DATASET EXCERPTS:
⁂
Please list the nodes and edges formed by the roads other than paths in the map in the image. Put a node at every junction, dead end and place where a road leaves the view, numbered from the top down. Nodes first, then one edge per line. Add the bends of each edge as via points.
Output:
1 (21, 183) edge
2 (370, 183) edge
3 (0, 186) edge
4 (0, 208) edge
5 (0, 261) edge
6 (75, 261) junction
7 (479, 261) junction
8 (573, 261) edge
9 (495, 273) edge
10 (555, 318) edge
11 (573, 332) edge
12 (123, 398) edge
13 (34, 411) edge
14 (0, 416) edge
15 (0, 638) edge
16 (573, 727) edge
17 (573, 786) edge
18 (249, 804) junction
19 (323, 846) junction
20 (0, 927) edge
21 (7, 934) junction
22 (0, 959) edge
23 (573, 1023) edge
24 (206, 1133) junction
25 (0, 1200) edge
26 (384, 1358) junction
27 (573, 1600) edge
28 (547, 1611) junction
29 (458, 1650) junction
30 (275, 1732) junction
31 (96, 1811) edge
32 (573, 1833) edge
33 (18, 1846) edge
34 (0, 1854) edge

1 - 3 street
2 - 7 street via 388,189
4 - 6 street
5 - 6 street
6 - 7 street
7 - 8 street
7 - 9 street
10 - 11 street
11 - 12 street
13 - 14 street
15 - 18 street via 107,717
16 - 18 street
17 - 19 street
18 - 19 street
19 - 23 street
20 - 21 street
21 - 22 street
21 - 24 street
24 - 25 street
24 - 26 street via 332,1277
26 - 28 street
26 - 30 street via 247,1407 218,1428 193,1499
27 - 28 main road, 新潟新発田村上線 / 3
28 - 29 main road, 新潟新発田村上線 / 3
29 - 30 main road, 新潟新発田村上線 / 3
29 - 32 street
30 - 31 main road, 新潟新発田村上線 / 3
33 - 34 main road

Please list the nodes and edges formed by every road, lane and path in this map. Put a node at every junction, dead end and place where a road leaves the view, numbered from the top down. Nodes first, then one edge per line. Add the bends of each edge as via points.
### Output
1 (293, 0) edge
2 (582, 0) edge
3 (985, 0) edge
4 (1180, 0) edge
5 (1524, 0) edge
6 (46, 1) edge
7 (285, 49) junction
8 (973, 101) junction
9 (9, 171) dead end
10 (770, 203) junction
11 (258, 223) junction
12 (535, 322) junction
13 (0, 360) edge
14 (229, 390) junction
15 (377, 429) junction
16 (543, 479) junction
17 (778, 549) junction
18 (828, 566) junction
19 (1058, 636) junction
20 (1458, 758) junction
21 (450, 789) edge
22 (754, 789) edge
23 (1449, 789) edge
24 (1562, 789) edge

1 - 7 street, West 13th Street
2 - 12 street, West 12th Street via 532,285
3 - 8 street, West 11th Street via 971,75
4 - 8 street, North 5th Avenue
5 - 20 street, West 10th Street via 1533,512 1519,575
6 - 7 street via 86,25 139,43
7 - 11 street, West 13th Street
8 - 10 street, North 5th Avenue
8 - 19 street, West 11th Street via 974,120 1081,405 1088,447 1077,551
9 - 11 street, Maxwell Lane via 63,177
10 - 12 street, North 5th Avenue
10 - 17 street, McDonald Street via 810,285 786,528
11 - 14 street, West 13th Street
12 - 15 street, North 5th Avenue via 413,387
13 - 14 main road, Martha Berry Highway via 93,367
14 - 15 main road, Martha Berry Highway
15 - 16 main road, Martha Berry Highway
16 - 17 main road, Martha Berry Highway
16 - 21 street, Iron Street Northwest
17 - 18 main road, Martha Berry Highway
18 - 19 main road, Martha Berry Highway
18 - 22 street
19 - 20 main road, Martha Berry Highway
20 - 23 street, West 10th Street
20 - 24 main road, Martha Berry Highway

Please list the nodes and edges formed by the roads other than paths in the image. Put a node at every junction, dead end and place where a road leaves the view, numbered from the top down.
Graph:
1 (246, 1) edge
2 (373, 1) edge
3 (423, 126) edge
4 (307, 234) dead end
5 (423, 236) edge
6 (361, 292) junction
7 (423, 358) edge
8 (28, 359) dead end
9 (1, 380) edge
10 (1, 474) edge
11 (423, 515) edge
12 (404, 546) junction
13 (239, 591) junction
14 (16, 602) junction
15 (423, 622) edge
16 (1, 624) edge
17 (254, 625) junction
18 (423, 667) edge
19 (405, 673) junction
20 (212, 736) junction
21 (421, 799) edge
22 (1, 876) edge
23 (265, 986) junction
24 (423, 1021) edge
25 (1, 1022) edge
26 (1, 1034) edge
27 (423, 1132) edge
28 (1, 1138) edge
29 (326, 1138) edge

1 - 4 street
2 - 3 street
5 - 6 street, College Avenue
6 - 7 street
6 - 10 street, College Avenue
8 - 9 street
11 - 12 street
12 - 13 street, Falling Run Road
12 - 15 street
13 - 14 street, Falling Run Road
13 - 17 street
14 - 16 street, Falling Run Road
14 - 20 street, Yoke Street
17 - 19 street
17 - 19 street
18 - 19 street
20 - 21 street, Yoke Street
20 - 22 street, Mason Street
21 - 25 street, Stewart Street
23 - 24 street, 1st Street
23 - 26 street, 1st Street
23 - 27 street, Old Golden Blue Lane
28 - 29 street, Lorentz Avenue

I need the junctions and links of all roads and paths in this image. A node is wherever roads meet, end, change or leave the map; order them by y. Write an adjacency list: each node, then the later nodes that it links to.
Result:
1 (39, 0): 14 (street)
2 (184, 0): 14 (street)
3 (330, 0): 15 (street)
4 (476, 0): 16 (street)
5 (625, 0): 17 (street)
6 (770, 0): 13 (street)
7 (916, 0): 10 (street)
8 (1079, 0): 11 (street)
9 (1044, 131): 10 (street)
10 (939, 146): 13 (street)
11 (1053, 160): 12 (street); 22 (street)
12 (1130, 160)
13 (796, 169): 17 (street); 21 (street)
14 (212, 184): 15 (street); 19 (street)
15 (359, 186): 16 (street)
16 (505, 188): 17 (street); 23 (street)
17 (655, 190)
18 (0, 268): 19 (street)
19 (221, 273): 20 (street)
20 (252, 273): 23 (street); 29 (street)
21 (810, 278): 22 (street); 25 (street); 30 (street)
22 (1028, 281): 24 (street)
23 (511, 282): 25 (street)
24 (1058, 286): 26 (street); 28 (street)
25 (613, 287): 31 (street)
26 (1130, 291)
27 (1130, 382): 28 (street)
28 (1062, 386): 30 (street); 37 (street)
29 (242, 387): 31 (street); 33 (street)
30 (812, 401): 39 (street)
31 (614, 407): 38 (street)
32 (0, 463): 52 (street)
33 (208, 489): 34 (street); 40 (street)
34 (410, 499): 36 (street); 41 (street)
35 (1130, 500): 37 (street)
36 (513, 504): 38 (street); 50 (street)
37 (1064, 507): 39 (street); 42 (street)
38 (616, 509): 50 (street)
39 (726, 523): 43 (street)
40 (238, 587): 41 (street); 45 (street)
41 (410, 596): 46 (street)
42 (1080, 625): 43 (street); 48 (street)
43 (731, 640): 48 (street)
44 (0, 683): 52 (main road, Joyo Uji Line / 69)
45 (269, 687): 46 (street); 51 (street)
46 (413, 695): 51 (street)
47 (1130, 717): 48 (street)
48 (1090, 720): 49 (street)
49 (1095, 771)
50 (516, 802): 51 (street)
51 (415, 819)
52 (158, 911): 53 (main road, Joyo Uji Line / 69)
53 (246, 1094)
⁂
WORK ITEM:
Without changing anything, repeat every record above.

RESPONSE:
Please list the nodes and edges formed by the roads other than paths in the map in the image. Put a node at every junction, dead end and place where a road leaves the view, numbered from the top down. Nodes first, then one edge per line. Add the bends of each edge as via points.
Output:
1 (21, 183) edge
2 (370, 183) edge
3 (0, 186) edge
4 (0, 208) edge
5 (0, 261) edge
6 (75, 261) junction
7 (479, 261) junction
8 (573, 261) edge
9 (495, 273) edge
10 (555, 318) edge
11 (573, 332) edge
12 (123, 398) edge
13 (34, 411) edge
14 (0, 416) edge
15 (0, 638) edge
16 (573, 727) edge
17 (573, 786) edge
18 (249, 804) junction
19 (323, 846) junction
20 (0, 927) edge
21 (7, 934) junction
22 (0, 959) edge
23 (573, 1023) edge
24 (206, 1133) junction
25 (0, 1200) edge
26 (384, 1358) junction
27 (573, 1600) edge
28 (547, 1611) junction
29 (458, 1650) junction
30 (275, 1732) junction
31 (96, 1811) edge
32 (573, 1833) edge
33 (18, 1846) edge
34 (0, 1854) edge

1 - 3 street
2 - 7 street via 388,189
4 - 6 street
5 - 6 street
6 - 7 street
7 - 8 street
7 - 9 street
10 - 11 street
11 - 12 street
13 - 14 street
15 - 18 street via 107,717
16 - 18 street
17 - 19 street
18 - 19 street
19 - 23 street
20 - 21 street
21 - 22 street
21 - 24 street
24 - 25 street
24 - 26 street via 332,1277
26 - 28 street
26 - 30 street via 247,1407 218,1428 193,1499
27 - 28 main road, 新潟新発田村上線 / 3
28 - 29 main road, 新潟新発田村上線 / 3
29 - 30 main road, 新潟新発田村上線 / 3
29 - 32 street
30 - 31 main road, 新潟新発田村上線 / 3
33 - 34 main road

Please list the nodes and edges formed by every road, lane and path in this map. Put a node at every junction, dead end and place where a road leaves the view, numbered from the top down. Nodes first, then one edge per line. Add the bends of each edge as via points.
### Output
1 (293, 0) edge
2 (582, 0) edge
3 (985, 0) edge
4 (1180, 0) edge
5 (1524, 0) edge
6 (46, 1) edge
7 (285, 49) junction
8 (973, 101) junction
9 (9, 171) dead end
10 (770, 203) junction
11 (258, 223) junction
12 (535, 322) junction
13 (0, 360) edge
14 (229, 390) junction
15 (377, 429) junction
16 (543, 479) junction
17 (778, 549) junction
18 (828, 566) junction
19 (1058, 636) junction
20 (1458, 758) junction
21 (450, 789) edge
22 (754, 789) edge
23 (1449, 789) edge
24 (1562, 789) edge

1 - 7 street, West 13th Street
2 - 12 street, West 12th Street via 532,285
3 - 8 street, West 11th Street via 971,75
4 - 8 street, North 5th Avenue
5 - 20 street, West 10th Street via 1533,512 1519,575
6 - 7 street via 86,25 139,43
7 - 11 street, West 13th Street
8 - 10 street, North 5th Avenue
8 - 19 street, West 11th Street via 974,120 1081,405 1088,447 1077,551
9 - 11 street, Maxwell Lane via 63,177
10 - 12 street, North 5th Avenue
10 - 17 street, McDonald Street via 810,285 786,528
11 - 14 street, West 13th Street
12 - 15 street, North 5th Avenue via 413,387
13 - 14 main road, Martha Berry Highway via 93,367
14 - 15 main road, Martha Berry Highway
15 - 16 main road, Martha Berry Highway
16 - 17 main road, Martha Berry Highway
16 - 21 street, Iron Street Northwest
17 - 18 main road, Martha Berry Highway
18 - 19 main road, Martha Berry Highway
18 - 22 street
19 - 20 main road, Martha Berry Highway
20 - 23 street, West 10th Street
20 - 24 main road, Martha Berry Highway

Please list the nodes and edges formed by the roads other than paths in the image. Put a node at every junction, dead end and place where a road leaves the view, numbered from the top down.
Graph:
1 (246, 1) edge
2 (373, 1) edge
3 (423, 126) edge
4 (307, 234) dead end
5 (423, 236) edge
6 (361, 292) junction
7 (423, 358) edge
8 (28, 359) dead end
9 (1, 380) edge
10 (1, 474) edge
11 (423, 515) edge
12 (404, 546) junction
13 (239, 591) junction
14 (16, 602) junction
15 (423, 622) edge
16 (1, 624) edge
17 (254, 625) junction
18 (423, 667) edge
19 (405, 673) junction
20 (212, 736) junction
21 (421, 799) edge
22 (1, 876) edge
23 (265, 986) junction
24 (423, 1021) edge
25 (1, 1022) edge
26 (1, 1034) edge
27 (423, 1132) edge
28 (1, 1138) edge
29 (326, 1138) edge

1 - 4 street
2 - 3 street
5 - 6 street, College Avenue
6 - 7 street
6 - 10 street, College Avenue
8 - 9 street
11 - 12 street
12 - 13 street, Falling Run Road
12 - 15 street
13 - 14 street, Falling Run Road
13 - 17 street
14 - 16 street, Falling Run Road
14 - 20 street, Yoke Street
17 - 19 street
17 - 19 street
18 - 19 street
20 - 21 street, Yoke Street
20 - 22 street, Mason Street
21 - 25 street, Stewart Street
23 - 24 street, 1st Street
23 - 26 street, 1st Street
23 - 27 street, Old Golden Blue Lane
28 - 29 street, Lorentz Avenue

I need the junctions and links of all roads and paths in this image. A node is wherever roads meet, end, change or leave the map; order them by y. Write an adjacency list: each node, then the later nodes that it links to.
Result:
1 (39, 0): 14 (street)
2 (184, 0): 14 (street)
3 (330, 0): 15 (street)
4 (476, 0): 16 (street)
5 (625, 0): 17 (street)
6 (770, 0): 13 (street)
7 (916, 0): 10 (street)
8 (1079, 0): 11 (street)
9 (1044, 131): 10 (street)
10 (939, 146): 13 (street)
11 (1053, 160): 12 (street); 22 (street)
12 (1130, 160)
13 (796, 169): 17 (street); 21 (street)
14 (212, 184): 15 (street); 19 (street)
15 (359, 186): 16 (street)
16 (505, 188): 17 (street); 23 (street)
17 (655, 190)
18 (0, 268): 19 (street)
19 (221, 273): 20 (street)
20 (252, 273): 23 (street); 29 (street)
21 (810, 278): 22 (street); 25 (street); 30 (street)
22 (1028, 281): 24 (street)
23 (511, 282): 25 (street)
24 (1058, 286): 26 (street); 28 (street)
25 (613, 287): 31 (street)
26 (1130, 291)
27 (1130, 382): 28 (street)
28 (1062, 386): 30 (street); 37 (street)
29 (242, 387): 31 (street); 33 (street)
30 (812, 401): 39 (street)
31 (614, 407): 38 (street)
32 (0, 463): 52 (street)
33 (208, 489): 34 (street); 40 (street)
34 (410, 499): 36 (street); 41 (street)
35 (1130, 500): 37 (street)
36 (513, 504): 38 (street); 50 (street)
37 (1064, 507): 39 (street); 42 (street)
38 (616, 509): 50 (street)
39 (726, 523): 43 (street)
40 (238, 587): 41 (street); 45 (street)
41 (410, 596): 46 (street)
42 (1080, 625): 43 (street); 48 (street)
43 (731, 640): 48 (street)
44 (0, 683): 52 (main road, Joyo Uji Line / 69)
45 (269, 687): 46 (street); 51 (street)
46 (413, 695): 51 (street)
47 (1130, 717): 48 (street)
48 (1090, 720): 49 (street)
49 (1095, 771)
50 (516, 802): 51 (street)
51 (415, 819)
52 (158, 911): 53 (main road, Joyo Uji Line / 69)
53 (246, 1094)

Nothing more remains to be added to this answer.